Data to process:

☆ ☆ ☆ ☆ ☆

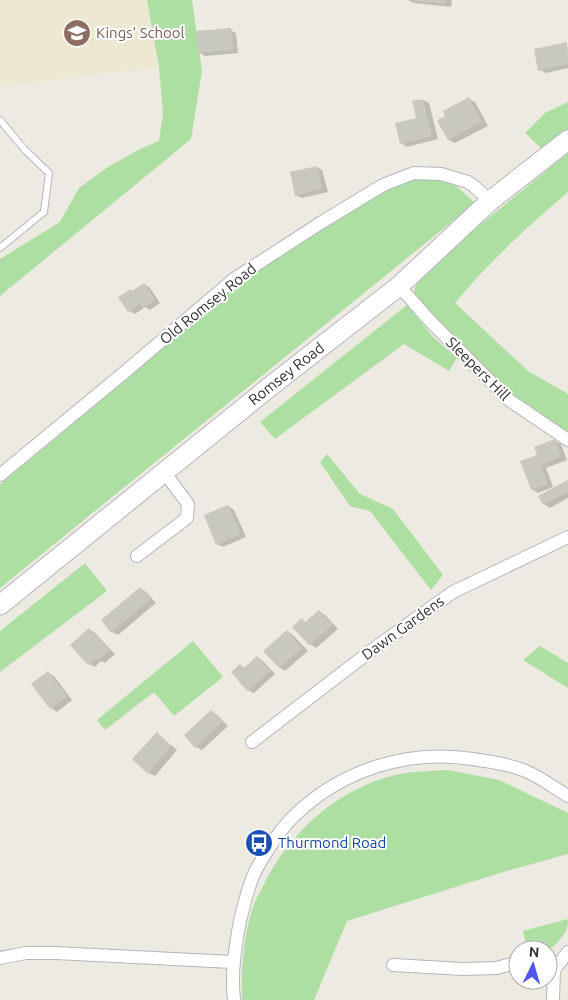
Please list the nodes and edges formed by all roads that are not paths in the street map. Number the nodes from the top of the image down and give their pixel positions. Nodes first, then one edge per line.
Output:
1 (0, 120) edge
2 (568, 140) edge
3 (490, 201) junction
4 (0, 248) edge
5 (399, 286) junction
6 (568, 440) edge
7 (164, 472) junction
8 (0, 475) edge
9 (568, 536) edge
10 (137, 556) dead end
11 (0, 605) edge
12 (252, 742) dead end
13 (568, 796) edge
14 (568, 952) edge
15 (0, 958) edge
16 (558, 961) edge
17 (233, 962) junction
18 (393, 965) dead end
19 (508, 965) edge
20 (234, 1000) edge

1 - 4 lane
2 - 3 main road, Romsey Road
3 - 5 main road, Romsey Road
3 - 8 street, Old Romsey Road
5 - 6 street, Sleepers Hill
5 - 7 main road, Romsey Road
7 - 10 street
7 - 11 main road, Romsey Road
9 - 12 street, Dawn Gardens
13 - 17 street
14 - 16 street
15 - 17 street
17 - 20 street
18 - 19 street

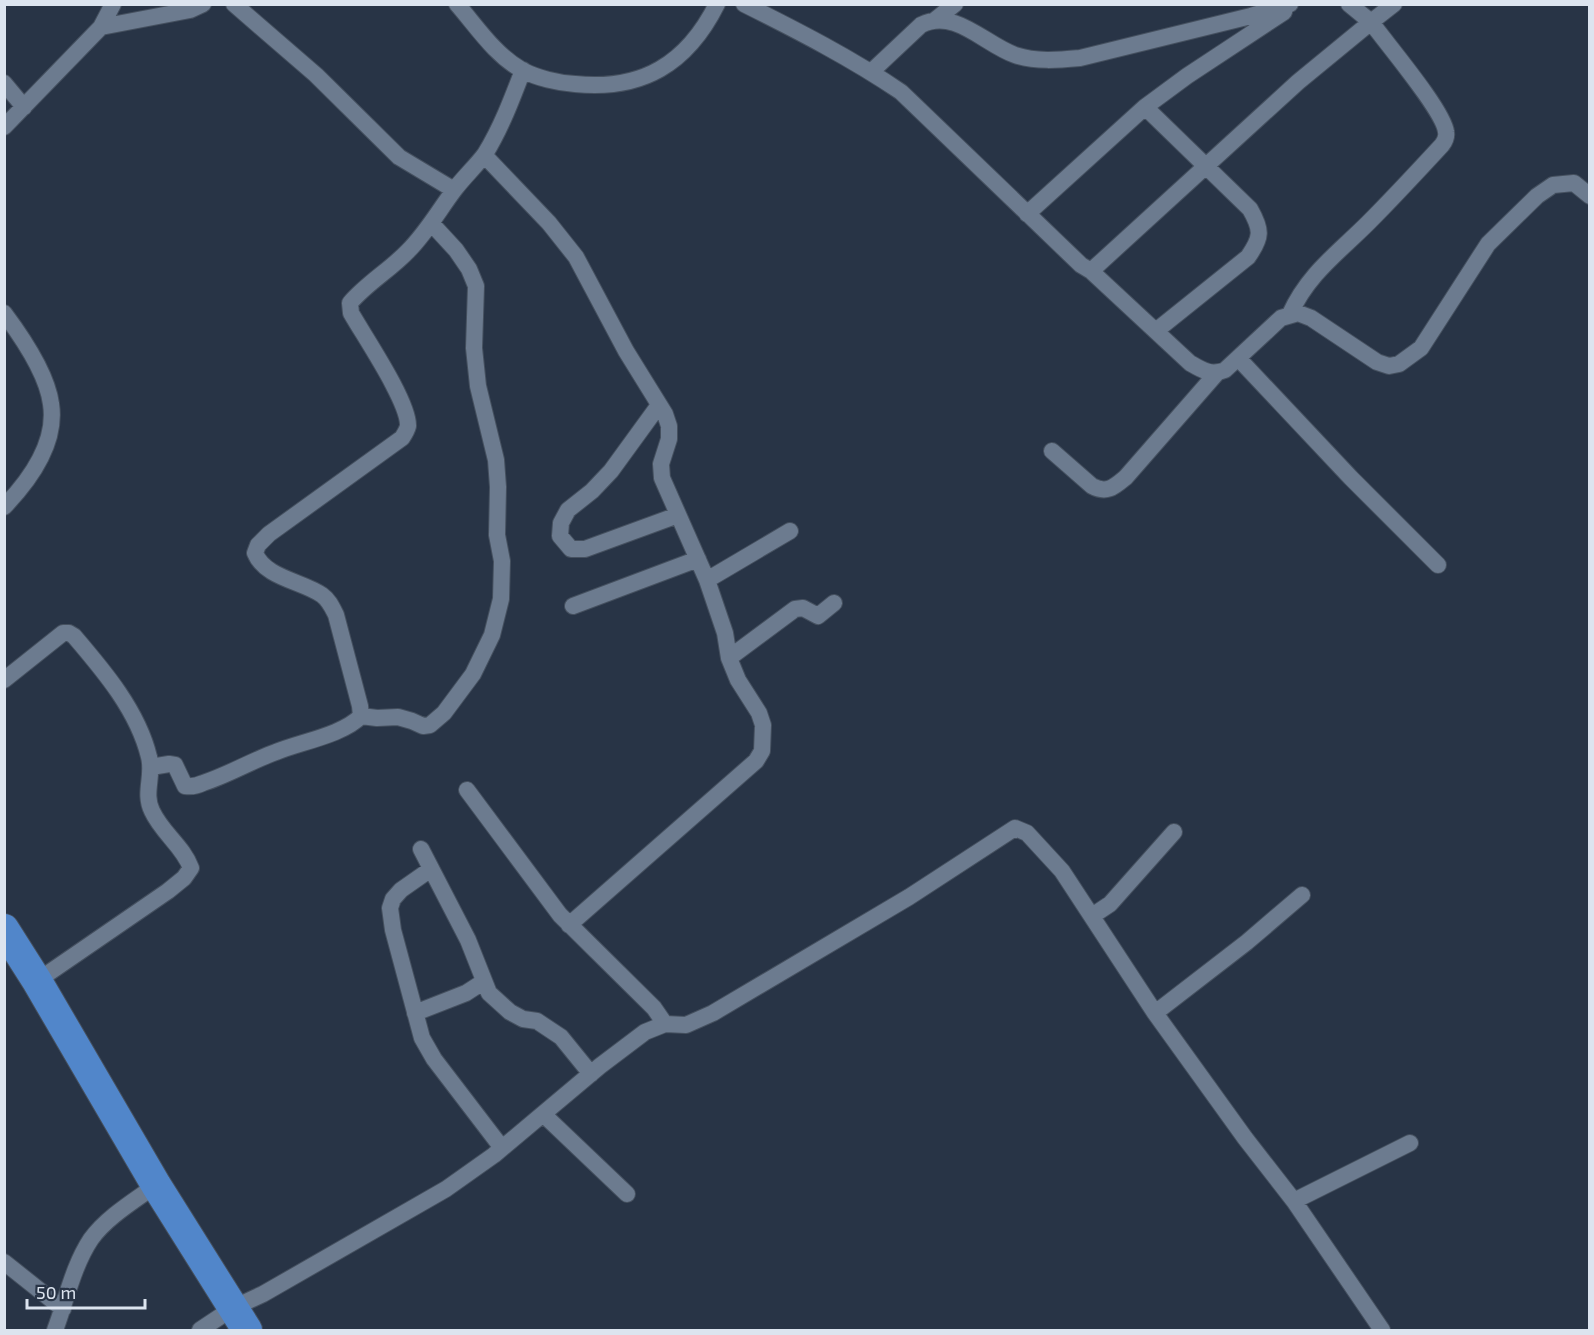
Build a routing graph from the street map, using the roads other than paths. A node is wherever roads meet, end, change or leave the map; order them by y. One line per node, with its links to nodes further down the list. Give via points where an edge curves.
1 (113, 4): 14 (street)
2 (203, 4): 14 (street)
3 (234, 4): 23 (street, via 316,75 399,157)
4 (457, 4): 15 (street, via 490,43)
5 (717, 4): 15 (street, via 679,56 659,71 632,83 564,83)
6 (744, 4): 16 (street)
7 (955, 4): 12 (street)
8 (1290, 4): 12 (street, via 1080,58 1054,61 1014,54 950,21)
9 (1294, 4): 19 (street)
10 (1349, 4): 13 (street)
11 (1394, 4): 13 (street)
12 (935, 20): 16 (street, via 921,25)
13 (1371, 22): 22 (street, via 1298,82); 29 (street, via 1435,107 1446,138 1367,224 1320,268)
14 (101, 27): 18 (street)
15 (523, 70): 21 (street)
16 (871, 72): 25 (street, via 901,92)
17 (4, 82): 18 (street)
18 (24, 107): 20 (street)
19 (1145, 107): 22 (street); 25 (street)
20 (4, 127)
21 (484, 155): 23 (street); 33 (street, via 576,256)
22 (1206, 167): 27 (street); 30 (street, via 1250,209 1260,233 1248,257)
23 (454, 190): 26 (street)
24 (1590, 196): 29 (street, via 1575,183 1553,185 1537,196 1488,244 1421,348 1400,364 1377,362 1311,318)
25 (1027, 214): 27 (street)
26 (432, 224): 45 (street, via 456,250 476,286 474,348 478,386 496,460 501,599 492,635 473,674 430,725 399,717); 45 (street, via 350,303 351,313 406,414 408,427 402,438 268,534 255,554 271,570 322,595 330,603)
27 (1091, 271): 30 (street)
28 (4, 313): 35 (street, via 43,377 52,404 50,433 40,459)
29 (1290, 314): 31 (street)
30 (1157, 330): 32 (street, via 1190,363)
31 (1238, 358): 32 (street); 39 (street)
32 (1216, 374): 34 (street, via 1114,487 1099,490 1092,486)
33 (659, 405): 36 (street, via 669,426 662,478); 36 (street, via 610,471 568,510 560,536 571,549 585,549)
34 (1052, 451)
35 (4, 507)
36 (678, 515): 38 (street)
37 (790, 531): 40 (street)
38 (698, 559): 40 (street); 42 (street)
39 (1438, 565)
40 (707, 580): 43 (street)
41 (834, 603): 43 (street, via 818,616 795,609)
42 (573, 606)
43 (729, 658): 53 (street, via 759,713 763,725 762,751 756,761)
44 (4, 680): 46 (street, via 63,633 69,633 117,690 145,743)
45 (361, 716): 46 (street, via 342,728 191,787 185,786 175,765)
46 (151, 767): 55 (street, via 147,796 152,811 191,868 168,891)
47 (467, 790): 53 (street)
48 (1174, 832): 52 (street, via 1110,904)
49 (421, 849): 50 (street)
50 (431, 869): 56 (street, via 468,940); 57 (street, via 401,890 390,908)
51 (1302, 895): 58 (street)
52 (1092, 916): 58 (street); 59 (street, via 1062,871 1027,833 1015,828 909,897 713,1012 686,1025)
53 (569, 925): 59 (street, via 654,1008)
54 (4, 929): 55 (highway)
55 (37, 981): 64 (highway)
56 (483, 982): 57 (street); 60 (street, via 510,1012 537,1021 561,1037)
57 (415, 1013): 63 (street, via 422,1038 434,1059)
58 (1155, 1013): 66 (street)
59 (665, 1024): 60 (street, via 645,1032)
60 (591, 1074): 61 (street)
61 (543, 1114): 63 (street); 65 (street)
62 (1410, 1143): 66 (street)
63 (502, 1148): 69 (street, via 446,1189 264,1294)
64 (156, 1185): 68 (street, via 122,1209 92,1238); 69 (highway)
65 (627, 1194)
66 (1294, 1201): 72 (street)
67 (4, 1262): 68 (street)
68 (63, 1309): 70 (street)
69 (240, 1319): 71 (street)
70 (55, 1330)
71 (200, 1330)
72 (1382, 1330)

☆ ☆ ☆ ☆ ☆

Reprint the whole listing above exactly, taking out the pictures.

Task solution:
Please list the nodes and edges formed by all roads that are not paths in the street map. Number the nodes from the top of the image down and give their pixel positions. Nodes first, then one edge per line.
Output:
1 (0, 120) edge
2 (568, 140) edge
3 (490, 201) junction
4 (0, 248) edge
5 (399, 286) junction
6 (568, 440) edge
7 (164, 472) junction
8 (0, 475) edge
9 (568, 536) edge
10 (137, 556) dead end
11 (0, 605) edge
12 (252, 742) dead end
13 (568, 796) edge
14 (568, 952) edge
15 (0, 958) edge
16 (558, 961) edge
17 (233, 962) junction
18 (393, 965) dead end
19 (508, 965) edge
20 (234, 1000) edge

1 - 4 lane
2 - 3 main road, Romsey Road
3 - 5 main road, Romsey Road
3 - 8 street, Old Romsey Road
5 - 6 street, Sleepers Hill
5 - 7 main road, Romsey Road
7 - 10 street
7 - 11 main road, Romsey Road
9 - 12 street, Dawn Gardens
13 - 17 street
14 - 16 street
15 - 17 street
17 - 20 street
18 - 19 street

Build a routing graph from the street map, using the roads other than paths. A node is wherever roads meet, end, change or leave the map; order them by y. One line per node, with its links to nodes further down the list. Give via points where an edge curves.
1 (113, 4): 14 (street)
2 (203, 4): 14 (street)
3 (234, 4): 23 (street, via 316,75 399,157)
4 (457, 4): 15 (street, via 490,43)
5 (717, 4): 15 (street, via 679,56 659,71 632,83 564,83)
6 (744, 4): 16 (street)
7 (955, 4): 12 (street)
8 (1290, 4): 12 (street, via 1080,58 1054,61 1014,54 950,21)
9 (1294, 4): 19 (street)
10 (1349, 4): 13 (street)
11 (1394, 4): 13 (street)
12 (935, 20): 16 (street, via 921,25)
13 (1371, 22): 22 (street, via 1298,82); 29 (street, via 1435,107 1446,138 1367,224 1320,268)
14 (101, 27): 18 (street)
15 (523, 70): 21 (street)
16 (871, 72): 25 (street, via 901,92)
17 (4, 82): 18 (street)
18 (24, 107): 20 (street)
19 (1145, 107): 22 (street); 25 (street)
20 (4, 127)
21 (484, 155): 23 (street); 33 (street, via 576,256)
22 (1206, 167): 27 (street); 30 (street, via 1250,209 1260,233 1248,257)
23 (454, 190): 26 (street)
24 (1590, 196): 29 (street, via 1575,183 1553,185 1537,196 1488,244 1421,348 1400,364 1377,362 1311,318)
25 (1027, 214): 27 (street)
26 (432, 224): 45 (street, via 456,250 476,286 474,348 478,386 496,460 501,599 492,635 473,674 430,725 399,717); 45 (street, via 350,303 351,313 406,414 408,427 402,438 268,534 255,554 271,570 322,595 330,603)
27 (1091, 271): 30 (street)
28 (4, 313): 35 (street, via 43,377 52,404 50,433 40,459)
29 (1290, 314): 31 (street)
30 (1157, 330): 32 (street, via 1190,363)
31 (1238, 358): 32 (street); 39 (street)
32 (1216, 374): 34 (street, via 1114,487 1099,490 1092,486)
33 (659, 405): 36 (street, via 669,426 662,478); 36 (street, via 610,471 568,510 560,536 571,549 585,549)
34 (1052, 451)
35 (4, 507)
36 (678, 515): 38 (street)
37 (790, 531): 40 (street)
38 (698, 559): 40 (street); 42 (street)
39 (1438, 565)
40 (707, 580): 43 (street)
41 (834, 603): 43 (street, via 818,616 795,609)
42 (573, 606)
43 (729, 658): 53 (street, via 759,713 763,725 762,751 756,761)
44 (4, 680): 46 (street, via 63,633 69,633 117,690 145,743)
45 (361, 716): 46 (street, via 342,728 191,787 185,786 175,765)
46 (151, 767): 55 (street, via 147,796 152,811 191,868 168,891)
47 (467, 790): 53 (street)
48 (1174, 832): 52 (street, via 1110,904)
49 (421, 849): 50 (street)
50 (431, 869): 56 (street, via 468,940); 57 (street, via 401,890 390,908)
51 (1302, 895): 58 (street)
52 (1092, 916): 58 (street); 59 (street, via 1062,871 1027,833 1015,828 909,897 713,1012 686,1025)
53 (569, 925): 59 (street, via 654,1008)
54 (4, 929): 55 (highway)
55 (37, 981): 64 (highway)
56 (483, 982): 57 (street); 60 (street, via 510,1012 537,1021 561,1037)
57 (415, 1013): 63 (street, via 422,1038 434,1059)
58 (1155, 1013): 66 (street)
59 (665, 1024): 60 (street, via 645,1032)
60 (591, 1074): 61 (street)
61 (543, 1114): 63 (street); 65 (street)
62 (1410, 1143): 66 (street)
63 (502, 1148): 69 (street, via 446,1189 264,1294)
64 (156, 1185): 68 (street, via 122,1209 92,1238); 69 (highway)
65 (627, 1194)
66 (1294, 1201): 72 (street)
67 (4, 1262): 68 (street)
68 (63, 1309): 70 (street)
69 (240, 1319): 71 (street)
70 (55, 1330)
71 (200, 1330)
72 (1382, 1330)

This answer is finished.